Simply put, PEA is a beneficial fat produced by our cells in response to pain, inflammation, and stress.  It is also found in several plant and animal food sources, such as olive oil, safflower, soybeans, peanuts, and chicken egg yolks.

Why do We Need to Take PEA if It Is Produced Naturally in the Body?

In a perfect world, your body should be able to keep up with the demand and produce enough PEA to keep you comfortable and feeling great.  Unfortunately, the reality is we don’t live in a perfect world.  Not long after the body produces PEA, it is quickly removed.  Therefore, if you have an issue with chronic pain, inflammation, or stress, your body needs to keep making more PEA to keep you comfortable.  Regretfully, the body doesn’t seem to keep up with the demand for more PEA, which leads to persistent pain and discomfort.  This inability to keep up with demand will lead to a spiral effect of worsening your condition and health over time.  Since the body can’t keep up with the demand, it is necessary to take a supplement form of PEA.

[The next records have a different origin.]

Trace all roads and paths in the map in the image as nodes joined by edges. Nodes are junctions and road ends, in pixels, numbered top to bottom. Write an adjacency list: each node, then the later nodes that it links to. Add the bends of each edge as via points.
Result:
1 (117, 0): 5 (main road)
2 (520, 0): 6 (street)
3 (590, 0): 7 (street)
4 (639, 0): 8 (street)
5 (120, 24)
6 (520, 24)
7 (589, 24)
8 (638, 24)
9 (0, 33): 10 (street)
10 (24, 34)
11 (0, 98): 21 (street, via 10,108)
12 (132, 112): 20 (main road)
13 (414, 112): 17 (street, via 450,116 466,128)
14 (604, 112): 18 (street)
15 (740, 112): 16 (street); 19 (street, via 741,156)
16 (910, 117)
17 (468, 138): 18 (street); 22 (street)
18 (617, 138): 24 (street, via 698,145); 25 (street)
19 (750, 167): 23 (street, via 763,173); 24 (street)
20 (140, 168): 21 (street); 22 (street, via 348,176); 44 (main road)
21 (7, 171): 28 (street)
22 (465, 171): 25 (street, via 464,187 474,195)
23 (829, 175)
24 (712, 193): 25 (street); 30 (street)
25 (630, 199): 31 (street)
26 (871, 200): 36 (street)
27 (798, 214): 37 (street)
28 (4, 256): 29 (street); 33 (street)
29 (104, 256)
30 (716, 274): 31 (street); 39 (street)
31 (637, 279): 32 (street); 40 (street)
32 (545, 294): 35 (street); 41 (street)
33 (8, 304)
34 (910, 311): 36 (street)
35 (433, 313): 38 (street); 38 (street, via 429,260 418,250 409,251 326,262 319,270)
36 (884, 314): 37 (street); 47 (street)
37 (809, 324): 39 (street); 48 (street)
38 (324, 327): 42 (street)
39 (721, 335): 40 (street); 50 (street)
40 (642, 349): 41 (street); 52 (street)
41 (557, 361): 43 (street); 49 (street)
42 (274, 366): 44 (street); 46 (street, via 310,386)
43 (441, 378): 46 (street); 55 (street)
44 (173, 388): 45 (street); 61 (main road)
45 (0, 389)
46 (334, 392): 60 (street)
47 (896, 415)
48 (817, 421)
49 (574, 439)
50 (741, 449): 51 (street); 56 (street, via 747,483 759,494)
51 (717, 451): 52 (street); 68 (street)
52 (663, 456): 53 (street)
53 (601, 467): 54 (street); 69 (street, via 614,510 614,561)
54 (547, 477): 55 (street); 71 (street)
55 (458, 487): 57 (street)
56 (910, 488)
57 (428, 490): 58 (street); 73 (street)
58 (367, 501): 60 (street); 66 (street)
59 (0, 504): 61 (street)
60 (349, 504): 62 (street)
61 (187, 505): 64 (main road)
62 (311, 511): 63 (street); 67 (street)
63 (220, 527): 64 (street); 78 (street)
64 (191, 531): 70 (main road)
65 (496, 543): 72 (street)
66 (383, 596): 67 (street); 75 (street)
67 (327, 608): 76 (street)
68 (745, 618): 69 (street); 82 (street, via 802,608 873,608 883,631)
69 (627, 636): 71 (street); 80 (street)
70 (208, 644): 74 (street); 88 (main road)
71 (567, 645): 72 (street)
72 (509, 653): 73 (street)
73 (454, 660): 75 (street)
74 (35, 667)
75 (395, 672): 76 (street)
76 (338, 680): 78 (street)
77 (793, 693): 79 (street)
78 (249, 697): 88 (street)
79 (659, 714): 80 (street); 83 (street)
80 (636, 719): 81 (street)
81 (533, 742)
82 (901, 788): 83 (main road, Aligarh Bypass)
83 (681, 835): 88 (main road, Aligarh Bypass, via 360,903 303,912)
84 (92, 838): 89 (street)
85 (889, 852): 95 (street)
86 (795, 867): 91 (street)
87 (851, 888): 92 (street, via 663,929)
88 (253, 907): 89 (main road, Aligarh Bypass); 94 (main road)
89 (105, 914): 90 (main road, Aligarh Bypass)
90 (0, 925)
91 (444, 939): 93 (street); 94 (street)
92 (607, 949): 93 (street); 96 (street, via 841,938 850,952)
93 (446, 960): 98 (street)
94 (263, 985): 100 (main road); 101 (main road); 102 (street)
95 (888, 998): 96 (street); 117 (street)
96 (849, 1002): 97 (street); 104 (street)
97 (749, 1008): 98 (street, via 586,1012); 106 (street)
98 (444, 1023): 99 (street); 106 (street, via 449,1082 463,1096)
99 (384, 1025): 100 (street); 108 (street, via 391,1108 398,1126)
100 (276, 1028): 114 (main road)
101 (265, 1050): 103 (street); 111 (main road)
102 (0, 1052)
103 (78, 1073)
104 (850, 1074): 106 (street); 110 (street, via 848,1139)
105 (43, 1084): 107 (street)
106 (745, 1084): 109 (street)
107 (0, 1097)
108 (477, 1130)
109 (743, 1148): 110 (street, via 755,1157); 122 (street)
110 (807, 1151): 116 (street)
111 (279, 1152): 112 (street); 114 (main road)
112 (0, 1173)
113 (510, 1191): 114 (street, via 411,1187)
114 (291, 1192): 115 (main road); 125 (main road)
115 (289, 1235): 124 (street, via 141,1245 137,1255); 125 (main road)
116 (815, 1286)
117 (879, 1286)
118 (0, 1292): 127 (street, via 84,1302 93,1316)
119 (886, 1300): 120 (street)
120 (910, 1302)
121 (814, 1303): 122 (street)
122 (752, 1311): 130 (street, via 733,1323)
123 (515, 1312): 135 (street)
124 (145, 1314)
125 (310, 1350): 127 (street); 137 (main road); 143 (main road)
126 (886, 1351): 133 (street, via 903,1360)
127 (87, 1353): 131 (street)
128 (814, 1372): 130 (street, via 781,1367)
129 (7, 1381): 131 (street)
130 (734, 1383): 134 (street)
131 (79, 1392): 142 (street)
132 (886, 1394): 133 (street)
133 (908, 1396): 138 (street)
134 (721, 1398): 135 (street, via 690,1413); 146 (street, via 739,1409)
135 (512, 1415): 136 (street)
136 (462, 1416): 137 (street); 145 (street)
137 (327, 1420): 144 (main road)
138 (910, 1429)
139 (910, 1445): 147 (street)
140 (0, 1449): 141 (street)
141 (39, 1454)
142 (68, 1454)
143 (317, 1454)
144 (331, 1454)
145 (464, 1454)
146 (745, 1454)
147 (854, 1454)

Why can’t I eat more foods that contain PEA?

As with many compounds found in our food sources, the body often requires large amounts of these foods to be consumed to have a therapeutic effect.  This is where taking PEA as part of your daily supplement regimen becomes essential for those concerned with pain, inflammation, stress, protecting the nervous system, and supporting your immune health. 

What does PEA do?

PEA has several ways in which it supports your body.  Studies show that PEA helps as an analgesic (help relieve pain) by its effects at the site of injury.  Meaning it works in the spot where you were injured.   If you have a cut, it works on that area to help reduce the inflammation that causes you to feel pain.  Research shows PEA can also be used topically to achieve these benefits.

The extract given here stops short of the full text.